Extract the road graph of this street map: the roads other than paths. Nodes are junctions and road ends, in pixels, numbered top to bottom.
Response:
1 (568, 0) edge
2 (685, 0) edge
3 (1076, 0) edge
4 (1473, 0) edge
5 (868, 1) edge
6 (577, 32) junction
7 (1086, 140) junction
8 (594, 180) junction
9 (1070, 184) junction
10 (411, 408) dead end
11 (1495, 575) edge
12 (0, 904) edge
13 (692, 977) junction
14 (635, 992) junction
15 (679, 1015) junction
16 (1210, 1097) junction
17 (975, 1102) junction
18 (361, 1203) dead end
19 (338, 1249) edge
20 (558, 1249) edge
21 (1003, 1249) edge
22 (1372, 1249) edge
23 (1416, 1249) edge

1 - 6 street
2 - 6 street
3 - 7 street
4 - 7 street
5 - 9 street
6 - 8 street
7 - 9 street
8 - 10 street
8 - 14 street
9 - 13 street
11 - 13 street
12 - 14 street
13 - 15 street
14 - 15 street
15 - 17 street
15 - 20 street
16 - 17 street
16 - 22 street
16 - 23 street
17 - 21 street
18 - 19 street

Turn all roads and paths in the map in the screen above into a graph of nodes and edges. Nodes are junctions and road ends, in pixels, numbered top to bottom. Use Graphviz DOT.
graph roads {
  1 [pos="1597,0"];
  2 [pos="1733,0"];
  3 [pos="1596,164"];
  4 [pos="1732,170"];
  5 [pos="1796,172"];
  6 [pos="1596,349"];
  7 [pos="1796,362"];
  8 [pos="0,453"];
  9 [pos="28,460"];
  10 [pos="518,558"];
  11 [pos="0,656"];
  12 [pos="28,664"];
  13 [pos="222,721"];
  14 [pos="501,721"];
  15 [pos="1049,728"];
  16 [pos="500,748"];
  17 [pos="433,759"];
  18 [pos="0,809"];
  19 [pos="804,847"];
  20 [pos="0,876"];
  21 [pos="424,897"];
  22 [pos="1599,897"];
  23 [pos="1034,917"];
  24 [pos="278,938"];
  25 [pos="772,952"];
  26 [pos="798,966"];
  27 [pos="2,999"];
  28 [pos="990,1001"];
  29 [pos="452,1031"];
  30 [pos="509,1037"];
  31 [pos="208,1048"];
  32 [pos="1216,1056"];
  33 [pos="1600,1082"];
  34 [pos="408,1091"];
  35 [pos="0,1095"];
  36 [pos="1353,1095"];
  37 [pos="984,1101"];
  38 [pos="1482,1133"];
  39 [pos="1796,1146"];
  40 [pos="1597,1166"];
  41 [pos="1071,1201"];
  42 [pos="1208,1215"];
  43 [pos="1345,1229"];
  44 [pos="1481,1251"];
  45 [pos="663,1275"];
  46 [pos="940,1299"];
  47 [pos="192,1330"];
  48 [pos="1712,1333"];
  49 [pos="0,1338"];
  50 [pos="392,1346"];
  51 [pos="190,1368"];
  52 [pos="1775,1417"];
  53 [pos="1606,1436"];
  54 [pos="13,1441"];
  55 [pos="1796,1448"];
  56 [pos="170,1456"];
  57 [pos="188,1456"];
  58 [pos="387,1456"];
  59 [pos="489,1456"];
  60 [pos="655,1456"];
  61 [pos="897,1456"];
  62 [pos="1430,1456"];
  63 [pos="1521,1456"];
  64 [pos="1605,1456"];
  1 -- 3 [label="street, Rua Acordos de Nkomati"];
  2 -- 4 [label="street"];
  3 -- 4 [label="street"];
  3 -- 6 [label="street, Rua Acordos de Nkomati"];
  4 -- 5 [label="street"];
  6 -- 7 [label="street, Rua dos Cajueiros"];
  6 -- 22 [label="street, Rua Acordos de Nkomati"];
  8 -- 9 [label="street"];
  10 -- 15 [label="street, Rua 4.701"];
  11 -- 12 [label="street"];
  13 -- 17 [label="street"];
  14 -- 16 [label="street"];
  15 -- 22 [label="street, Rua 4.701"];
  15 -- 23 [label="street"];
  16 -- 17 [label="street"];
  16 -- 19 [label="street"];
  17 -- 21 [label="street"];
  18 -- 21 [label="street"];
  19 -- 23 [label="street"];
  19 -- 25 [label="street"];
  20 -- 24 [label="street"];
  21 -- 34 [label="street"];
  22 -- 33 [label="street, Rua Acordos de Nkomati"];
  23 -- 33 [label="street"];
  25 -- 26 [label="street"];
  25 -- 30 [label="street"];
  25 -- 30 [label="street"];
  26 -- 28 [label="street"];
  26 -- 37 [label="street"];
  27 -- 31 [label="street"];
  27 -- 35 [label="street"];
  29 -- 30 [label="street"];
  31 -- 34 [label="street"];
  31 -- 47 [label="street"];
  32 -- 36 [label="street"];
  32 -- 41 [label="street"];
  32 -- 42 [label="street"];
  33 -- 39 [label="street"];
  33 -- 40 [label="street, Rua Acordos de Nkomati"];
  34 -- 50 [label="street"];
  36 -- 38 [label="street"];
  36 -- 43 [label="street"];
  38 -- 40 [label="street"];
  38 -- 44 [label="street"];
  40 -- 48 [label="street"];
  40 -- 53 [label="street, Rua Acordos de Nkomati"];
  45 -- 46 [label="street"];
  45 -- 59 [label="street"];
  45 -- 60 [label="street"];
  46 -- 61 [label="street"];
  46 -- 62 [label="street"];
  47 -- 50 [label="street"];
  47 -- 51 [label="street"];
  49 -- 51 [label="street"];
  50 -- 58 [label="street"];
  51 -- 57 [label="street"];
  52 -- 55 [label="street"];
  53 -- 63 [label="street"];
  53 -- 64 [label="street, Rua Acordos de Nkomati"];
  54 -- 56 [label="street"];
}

[Aim of the task]
Please report all lines in the entries where "dead" appears.

[Your response]
10 (411, 408) dead end
18 (361, 1203) dead end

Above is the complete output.